(Problem requirements)
Take the records below and retype them line by line, from the first line through the one containing "Extract the road"; stop there.

(Data supplied)

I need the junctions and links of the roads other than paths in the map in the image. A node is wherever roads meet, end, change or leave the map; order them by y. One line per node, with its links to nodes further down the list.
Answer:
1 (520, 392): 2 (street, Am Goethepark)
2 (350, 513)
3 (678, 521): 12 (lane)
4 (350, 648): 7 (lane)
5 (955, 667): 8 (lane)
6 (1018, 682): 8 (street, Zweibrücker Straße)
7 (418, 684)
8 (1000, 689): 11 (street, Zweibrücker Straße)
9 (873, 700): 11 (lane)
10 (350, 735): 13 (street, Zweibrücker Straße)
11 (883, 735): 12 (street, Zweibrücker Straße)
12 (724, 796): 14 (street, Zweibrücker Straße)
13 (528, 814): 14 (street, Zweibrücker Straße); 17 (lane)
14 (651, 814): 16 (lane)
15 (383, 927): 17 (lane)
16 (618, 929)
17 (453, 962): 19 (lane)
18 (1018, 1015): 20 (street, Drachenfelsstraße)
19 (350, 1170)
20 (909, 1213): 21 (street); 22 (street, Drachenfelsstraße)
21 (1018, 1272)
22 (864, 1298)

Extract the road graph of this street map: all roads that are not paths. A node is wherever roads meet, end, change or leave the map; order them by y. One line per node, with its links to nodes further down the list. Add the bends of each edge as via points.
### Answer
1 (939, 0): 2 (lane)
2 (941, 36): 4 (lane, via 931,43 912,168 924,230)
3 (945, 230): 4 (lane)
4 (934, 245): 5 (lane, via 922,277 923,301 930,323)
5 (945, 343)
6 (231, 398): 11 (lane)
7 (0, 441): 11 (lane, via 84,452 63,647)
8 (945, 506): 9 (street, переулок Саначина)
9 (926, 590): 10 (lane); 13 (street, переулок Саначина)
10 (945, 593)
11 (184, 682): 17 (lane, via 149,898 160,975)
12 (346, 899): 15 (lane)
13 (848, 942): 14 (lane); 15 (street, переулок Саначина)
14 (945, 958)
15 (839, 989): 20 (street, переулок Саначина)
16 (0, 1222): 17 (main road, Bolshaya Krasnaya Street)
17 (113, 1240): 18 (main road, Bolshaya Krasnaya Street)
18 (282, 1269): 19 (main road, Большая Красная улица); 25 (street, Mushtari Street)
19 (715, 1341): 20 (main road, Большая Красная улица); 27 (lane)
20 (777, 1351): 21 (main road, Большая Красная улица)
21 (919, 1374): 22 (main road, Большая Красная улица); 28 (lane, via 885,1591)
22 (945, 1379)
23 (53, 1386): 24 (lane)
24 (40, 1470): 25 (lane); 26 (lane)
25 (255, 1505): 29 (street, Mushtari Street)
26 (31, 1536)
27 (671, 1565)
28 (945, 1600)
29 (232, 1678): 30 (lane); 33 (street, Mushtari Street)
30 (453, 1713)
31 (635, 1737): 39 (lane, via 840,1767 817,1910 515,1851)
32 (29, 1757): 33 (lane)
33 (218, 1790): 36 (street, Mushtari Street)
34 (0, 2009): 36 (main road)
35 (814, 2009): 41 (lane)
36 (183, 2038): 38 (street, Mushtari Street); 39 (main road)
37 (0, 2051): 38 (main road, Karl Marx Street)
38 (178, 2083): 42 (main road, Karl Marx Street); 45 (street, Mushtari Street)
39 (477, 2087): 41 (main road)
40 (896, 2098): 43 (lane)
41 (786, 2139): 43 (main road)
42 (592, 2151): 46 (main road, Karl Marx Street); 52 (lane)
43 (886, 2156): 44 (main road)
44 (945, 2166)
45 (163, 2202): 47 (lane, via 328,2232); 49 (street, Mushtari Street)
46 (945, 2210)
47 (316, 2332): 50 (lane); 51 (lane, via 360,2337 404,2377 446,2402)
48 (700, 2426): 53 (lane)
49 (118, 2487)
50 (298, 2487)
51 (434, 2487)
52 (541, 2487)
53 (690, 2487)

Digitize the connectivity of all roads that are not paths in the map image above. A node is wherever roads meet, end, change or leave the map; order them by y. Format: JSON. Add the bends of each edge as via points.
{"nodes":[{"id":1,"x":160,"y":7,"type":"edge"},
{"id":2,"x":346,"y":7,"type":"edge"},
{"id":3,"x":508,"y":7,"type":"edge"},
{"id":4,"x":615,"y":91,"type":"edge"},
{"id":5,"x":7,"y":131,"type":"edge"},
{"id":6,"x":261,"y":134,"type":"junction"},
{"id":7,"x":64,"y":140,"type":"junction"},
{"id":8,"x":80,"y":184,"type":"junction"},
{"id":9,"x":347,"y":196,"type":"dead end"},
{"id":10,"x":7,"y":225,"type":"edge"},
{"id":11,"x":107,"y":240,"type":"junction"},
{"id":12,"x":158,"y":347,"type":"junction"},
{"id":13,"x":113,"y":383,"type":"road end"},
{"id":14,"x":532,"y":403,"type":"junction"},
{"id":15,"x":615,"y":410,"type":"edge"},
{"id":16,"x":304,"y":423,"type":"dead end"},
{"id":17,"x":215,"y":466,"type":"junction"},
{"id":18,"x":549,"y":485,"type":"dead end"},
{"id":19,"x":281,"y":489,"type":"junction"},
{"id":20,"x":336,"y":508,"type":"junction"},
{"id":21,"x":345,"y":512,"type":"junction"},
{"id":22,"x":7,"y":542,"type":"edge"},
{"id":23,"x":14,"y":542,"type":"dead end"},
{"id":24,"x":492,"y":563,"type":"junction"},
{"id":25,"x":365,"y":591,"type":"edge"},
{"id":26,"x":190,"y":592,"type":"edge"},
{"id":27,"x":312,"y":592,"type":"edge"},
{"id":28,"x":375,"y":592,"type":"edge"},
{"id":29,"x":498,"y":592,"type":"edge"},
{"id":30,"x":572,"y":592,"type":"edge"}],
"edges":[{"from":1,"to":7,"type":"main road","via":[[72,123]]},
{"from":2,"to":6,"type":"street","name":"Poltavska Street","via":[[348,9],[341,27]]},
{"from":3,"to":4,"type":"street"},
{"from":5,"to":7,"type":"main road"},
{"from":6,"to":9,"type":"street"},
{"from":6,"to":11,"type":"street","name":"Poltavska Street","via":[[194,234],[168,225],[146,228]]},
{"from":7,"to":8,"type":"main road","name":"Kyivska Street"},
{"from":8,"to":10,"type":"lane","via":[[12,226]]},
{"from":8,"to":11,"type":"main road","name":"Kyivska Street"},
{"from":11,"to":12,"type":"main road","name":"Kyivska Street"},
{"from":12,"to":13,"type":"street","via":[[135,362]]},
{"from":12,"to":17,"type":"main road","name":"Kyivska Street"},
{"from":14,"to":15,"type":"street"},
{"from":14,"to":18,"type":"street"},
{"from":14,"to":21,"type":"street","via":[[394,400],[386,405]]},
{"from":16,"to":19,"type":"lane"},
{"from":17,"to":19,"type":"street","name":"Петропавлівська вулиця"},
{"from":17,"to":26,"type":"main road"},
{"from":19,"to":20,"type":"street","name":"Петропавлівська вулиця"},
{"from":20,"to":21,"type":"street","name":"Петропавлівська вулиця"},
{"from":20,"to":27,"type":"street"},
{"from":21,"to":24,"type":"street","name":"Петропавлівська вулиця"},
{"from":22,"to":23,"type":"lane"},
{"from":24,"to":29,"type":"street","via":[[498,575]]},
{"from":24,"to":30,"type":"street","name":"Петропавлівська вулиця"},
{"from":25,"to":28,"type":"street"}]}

(Result for this task)
I need the junctions and links of the roads other than paths in the map in the image. A node is wherever roads meet, end, change or leave the map; order them by y. One line per node, with its links to nodes further down the list.
Answer:
1 (520, 392): 2 (street, Am Goethepark)
2 (350, 513)
3 (678, 521): 12 (lane)
4 (350, 648): 7 (lane)
5 (955, 667): 8 (lane)
6 (1018, 682): 8 (street, Zweibrücker Straße)
7 (418, 684)
8 (1000, 689): 11 (street, Zweibrücker Straße)
9 (873, 700): 11 (lane)
10 (350, 735): 13 (street, Zweibrücker Straße)
11 (883, 735): 12 (street, Zweibrücker Straße)
12 (724, 796): 14 (street, Zweibrücker Straße)
13 (528, 814): 14 (street, Zweibrücker Straße); 17 (lane)
14 (651, 814): 16 (lane)
15 (383, 927): 17 (lane)
16 (618, 929)
17 (453, 962): 19 (lane)
18 (1018, 1015): 20 (street, Drachenfelsstraße)
19 (350, 1170)
20 (909, 1213): 21 (street); 22 (street, Drachenfelsstraße)
21 (1018, 1272)
22 (864, 1298)

Extract the road graph of this street map: all roads that are not paths. A node is wherever roads meet, end, change or leave the map; order them by y. One line per node, with its links to nodes further down the list. Add the bends of each edge as via points.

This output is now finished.